__WHAT YOU NEED TO DO__. The output should be every line below that includes the word "junctions".

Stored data
★ ★ ★ ★ ★ ★ ★

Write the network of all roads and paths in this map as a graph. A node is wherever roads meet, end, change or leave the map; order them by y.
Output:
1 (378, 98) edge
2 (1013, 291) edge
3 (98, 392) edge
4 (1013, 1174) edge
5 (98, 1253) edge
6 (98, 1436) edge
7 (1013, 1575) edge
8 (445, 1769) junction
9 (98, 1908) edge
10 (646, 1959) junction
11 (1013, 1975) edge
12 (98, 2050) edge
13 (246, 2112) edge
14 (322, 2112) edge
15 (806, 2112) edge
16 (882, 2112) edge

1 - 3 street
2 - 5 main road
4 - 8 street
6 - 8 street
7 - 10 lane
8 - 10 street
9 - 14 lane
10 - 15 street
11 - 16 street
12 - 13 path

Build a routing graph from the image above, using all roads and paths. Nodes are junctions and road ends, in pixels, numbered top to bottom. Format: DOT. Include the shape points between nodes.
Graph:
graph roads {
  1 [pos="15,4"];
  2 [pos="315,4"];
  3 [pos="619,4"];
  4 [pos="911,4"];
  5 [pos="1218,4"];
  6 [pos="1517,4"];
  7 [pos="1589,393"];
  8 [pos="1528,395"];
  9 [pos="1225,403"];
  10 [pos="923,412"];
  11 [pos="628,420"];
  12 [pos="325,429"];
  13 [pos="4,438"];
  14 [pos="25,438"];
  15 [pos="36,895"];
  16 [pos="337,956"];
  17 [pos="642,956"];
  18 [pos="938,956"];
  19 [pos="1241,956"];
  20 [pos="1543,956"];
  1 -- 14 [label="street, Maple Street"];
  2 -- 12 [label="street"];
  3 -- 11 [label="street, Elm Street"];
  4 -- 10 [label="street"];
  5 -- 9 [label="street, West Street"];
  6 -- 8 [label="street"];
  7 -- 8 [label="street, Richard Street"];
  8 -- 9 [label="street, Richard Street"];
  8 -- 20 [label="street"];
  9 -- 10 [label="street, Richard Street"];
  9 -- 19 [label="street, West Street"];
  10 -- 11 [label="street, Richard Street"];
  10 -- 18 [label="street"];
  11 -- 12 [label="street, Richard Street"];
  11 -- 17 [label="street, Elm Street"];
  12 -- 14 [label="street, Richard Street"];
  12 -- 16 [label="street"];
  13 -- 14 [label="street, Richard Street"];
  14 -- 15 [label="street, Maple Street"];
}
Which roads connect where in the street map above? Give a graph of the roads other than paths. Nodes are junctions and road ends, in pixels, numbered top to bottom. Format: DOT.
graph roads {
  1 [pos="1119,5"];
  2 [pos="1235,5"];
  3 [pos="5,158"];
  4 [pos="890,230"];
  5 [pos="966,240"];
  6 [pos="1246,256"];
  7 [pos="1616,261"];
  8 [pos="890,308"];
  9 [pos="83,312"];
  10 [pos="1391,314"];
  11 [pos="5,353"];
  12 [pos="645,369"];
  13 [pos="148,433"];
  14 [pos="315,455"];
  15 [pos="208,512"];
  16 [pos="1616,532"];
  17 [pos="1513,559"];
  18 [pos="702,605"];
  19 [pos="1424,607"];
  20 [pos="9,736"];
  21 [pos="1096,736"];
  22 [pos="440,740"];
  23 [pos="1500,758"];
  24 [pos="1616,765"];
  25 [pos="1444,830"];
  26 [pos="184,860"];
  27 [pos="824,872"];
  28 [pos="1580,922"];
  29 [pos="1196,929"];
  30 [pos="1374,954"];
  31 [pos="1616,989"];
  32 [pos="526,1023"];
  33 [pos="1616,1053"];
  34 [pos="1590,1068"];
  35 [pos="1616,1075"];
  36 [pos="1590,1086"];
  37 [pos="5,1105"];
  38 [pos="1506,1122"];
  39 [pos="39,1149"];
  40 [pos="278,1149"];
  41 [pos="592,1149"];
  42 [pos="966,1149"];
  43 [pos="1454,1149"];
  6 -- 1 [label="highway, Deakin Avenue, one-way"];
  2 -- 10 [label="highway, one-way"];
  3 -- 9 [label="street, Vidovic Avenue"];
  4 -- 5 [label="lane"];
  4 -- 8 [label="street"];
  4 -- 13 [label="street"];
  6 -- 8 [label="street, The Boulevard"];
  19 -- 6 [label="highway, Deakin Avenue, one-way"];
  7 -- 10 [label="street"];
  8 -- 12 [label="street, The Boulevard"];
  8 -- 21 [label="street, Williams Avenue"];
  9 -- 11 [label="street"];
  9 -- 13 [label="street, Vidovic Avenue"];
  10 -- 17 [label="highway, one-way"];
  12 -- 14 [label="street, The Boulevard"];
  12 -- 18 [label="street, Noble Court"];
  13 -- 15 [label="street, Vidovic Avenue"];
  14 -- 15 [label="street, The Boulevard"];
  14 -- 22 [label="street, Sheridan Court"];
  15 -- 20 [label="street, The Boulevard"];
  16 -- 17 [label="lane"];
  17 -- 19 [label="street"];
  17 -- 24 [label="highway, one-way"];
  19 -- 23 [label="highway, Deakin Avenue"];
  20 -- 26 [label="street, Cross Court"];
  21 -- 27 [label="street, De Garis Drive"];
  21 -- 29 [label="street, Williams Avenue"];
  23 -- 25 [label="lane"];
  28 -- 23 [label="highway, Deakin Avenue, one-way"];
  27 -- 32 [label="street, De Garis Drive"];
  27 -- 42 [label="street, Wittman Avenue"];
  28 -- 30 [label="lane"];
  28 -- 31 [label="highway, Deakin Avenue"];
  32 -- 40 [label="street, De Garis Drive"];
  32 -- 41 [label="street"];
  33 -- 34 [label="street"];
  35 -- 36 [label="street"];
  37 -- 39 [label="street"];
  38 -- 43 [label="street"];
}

★ ★ ★ ★ ★ ★ ★

__FINISHED EXERCISE__.
Build a routing graph from the image above, using all roads and paths. Nodes are junctions and road ends, in pixels, numbered top to bottom. Format: DOT. Include the shape points between nodes.
Which roads connect where in the street map above? Give a graph of the roads other than paths. Nodes are junctions and road ends, in pixels, numbered top to bottom. Format: DOT.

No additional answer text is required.